I’m sure you have friends that say this kind of thing. They may add: “I don’t need God, I’ve got it together!  I lead a good life.  I’m not a rapist or a murderer or corrupt.”

 The error of this kind of thinking is that it holds a very low view of sin.  This person views very serious sins, like murder, as bad, but their own minor indiscretions, like a white lie or selfishness, as “being human”.  They forget that, according to Jesus, hating your brother in your heart is as offensive to God as murder and lusting in your heart as offensive to God as adultery.   Pride is default position of this person’s heart.  They arrogantly belief they do not need God as they are good enough.  They are like the surfer who believes that Great White Shearks are harmless.  What the surfer may or may not believe does not change the truth.

 The reverse position that others hold, which is also the result of pride, is the view that they are too bad for God.  They say things like: “I’ve done such terrible things to others.  God will never forgive me.  I deserve to suffer in my guilt.”

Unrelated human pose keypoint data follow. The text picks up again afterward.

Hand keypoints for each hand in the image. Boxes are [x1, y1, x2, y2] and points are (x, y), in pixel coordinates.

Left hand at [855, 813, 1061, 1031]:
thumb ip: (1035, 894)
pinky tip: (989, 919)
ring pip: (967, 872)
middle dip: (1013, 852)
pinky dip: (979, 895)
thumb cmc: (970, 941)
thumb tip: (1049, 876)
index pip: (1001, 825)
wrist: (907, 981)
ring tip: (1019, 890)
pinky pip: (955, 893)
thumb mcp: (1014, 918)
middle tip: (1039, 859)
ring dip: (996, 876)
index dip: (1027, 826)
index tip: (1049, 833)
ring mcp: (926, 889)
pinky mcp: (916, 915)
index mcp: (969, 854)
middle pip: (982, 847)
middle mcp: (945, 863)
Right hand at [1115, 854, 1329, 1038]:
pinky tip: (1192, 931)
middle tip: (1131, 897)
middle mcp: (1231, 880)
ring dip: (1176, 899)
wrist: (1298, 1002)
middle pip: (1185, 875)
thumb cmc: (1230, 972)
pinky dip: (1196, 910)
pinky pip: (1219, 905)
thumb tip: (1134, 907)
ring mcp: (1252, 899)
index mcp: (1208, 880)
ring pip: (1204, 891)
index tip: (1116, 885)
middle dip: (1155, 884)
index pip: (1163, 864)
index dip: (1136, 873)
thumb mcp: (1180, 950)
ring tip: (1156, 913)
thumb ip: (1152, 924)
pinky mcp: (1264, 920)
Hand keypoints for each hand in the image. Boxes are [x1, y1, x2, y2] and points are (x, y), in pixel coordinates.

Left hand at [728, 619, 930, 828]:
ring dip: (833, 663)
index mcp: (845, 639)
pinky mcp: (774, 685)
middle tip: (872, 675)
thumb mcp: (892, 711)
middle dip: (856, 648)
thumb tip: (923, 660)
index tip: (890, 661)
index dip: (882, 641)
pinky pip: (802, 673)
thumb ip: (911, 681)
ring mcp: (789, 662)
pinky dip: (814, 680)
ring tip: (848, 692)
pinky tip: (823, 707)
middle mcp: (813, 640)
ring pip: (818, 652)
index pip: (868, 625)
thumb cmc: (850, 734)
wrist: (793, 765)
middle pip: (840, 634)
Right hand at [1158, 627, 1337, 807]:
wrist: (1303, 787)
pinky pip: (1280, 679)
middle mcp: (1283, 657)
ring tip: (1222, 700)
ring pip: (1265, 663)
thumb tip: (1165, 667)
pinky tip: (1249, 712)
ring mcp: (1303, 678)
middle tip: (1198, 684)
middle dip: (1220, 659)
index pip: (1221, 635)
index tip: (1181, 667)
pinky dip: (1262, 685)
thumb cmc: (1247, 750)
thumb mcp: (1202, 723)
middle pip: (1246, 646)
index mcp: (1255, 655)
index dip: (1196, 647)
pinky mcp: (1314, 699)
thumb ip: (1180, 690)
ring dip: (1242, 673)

 The error of this kind of thinking is that it holds a very low view of Jesus’ death.  Jesus was executed outside Jerusalem to, according to the Bible, bear the judgement of God for the sin of God’s people.  Jesus death was a substitutional, sacrificial death that paid the price for ALL sin, every one.  That’s why Jesus could triumphantly exclaim, “It is finished!”  To view your sin as too big, or too bad, or too damaging for God to forgive is extreme arrogance and minimizes the death of the Righteous One for you.

 Are you too good for God?  You are not as good as you think!  You’ll never be good enough for God.

 Are you too bad for God?  Jesus’ death is more powerful than you think!  You can never be too bad for God.

A lesson from Haji

Haji, a practising Muslim from Zanzibar, came to stay at my place for a month a few years ago.  We had a super time sightseeing, eating, laughing, biting shopping malls (yes , I know its seems unbelievable!)  and enjoying Cape Town. Yet, often times we had to cut our trip short in order for Haji to get back to the house in time to ceremonially wash and recite the prayers.  Haji is a moral, honest, upright man who is seeking to live the best life possible to please Allah.  Haji’s worldview says, “I perform, in order to be accepted”.

 The gospel according to Jesus found in the Bible is totally opposite.  The gospel says, “I’m accepted, therefore I perform”.  We see this truth clearly in Mark 2:14 when Jesus calls a “sinner” to become a disciple.  The account reads:

As he (Jesus) walked along, he saw Levi son of Alphaeus sitting at the tax collector’s booth. “Follow me,” Jesus told him, and Levi got up and followed him.

 Levi was a Jew who worked for the revenue service of the Romans.  We as ostracized hated and excluded.  He was not good, nor religious, nor upright.  Yet Jesus calls him to follow.  Levi followed.  He became known as Matthew and had a profound influence on generations of Christians through the book he authored (The Gospel of Matthew). He was accepted by Jesus, therefore he performed and obeyed and changed. 

 Haji’s religion (and all religion) says “You need to perform to be accepted”.  The Bible tells us to admit we can never perform enough to be accepted by God, but rather to confess our wrongs and sins, and to accept what Jesus has done for us.

 Do you constantly feel guilty that you are never performing quite enough?  Not praying enough? Not witnessing enough? Not working enough? Not preaching enough?  Perhaps you need to remind yourself of the gospel of Jesus.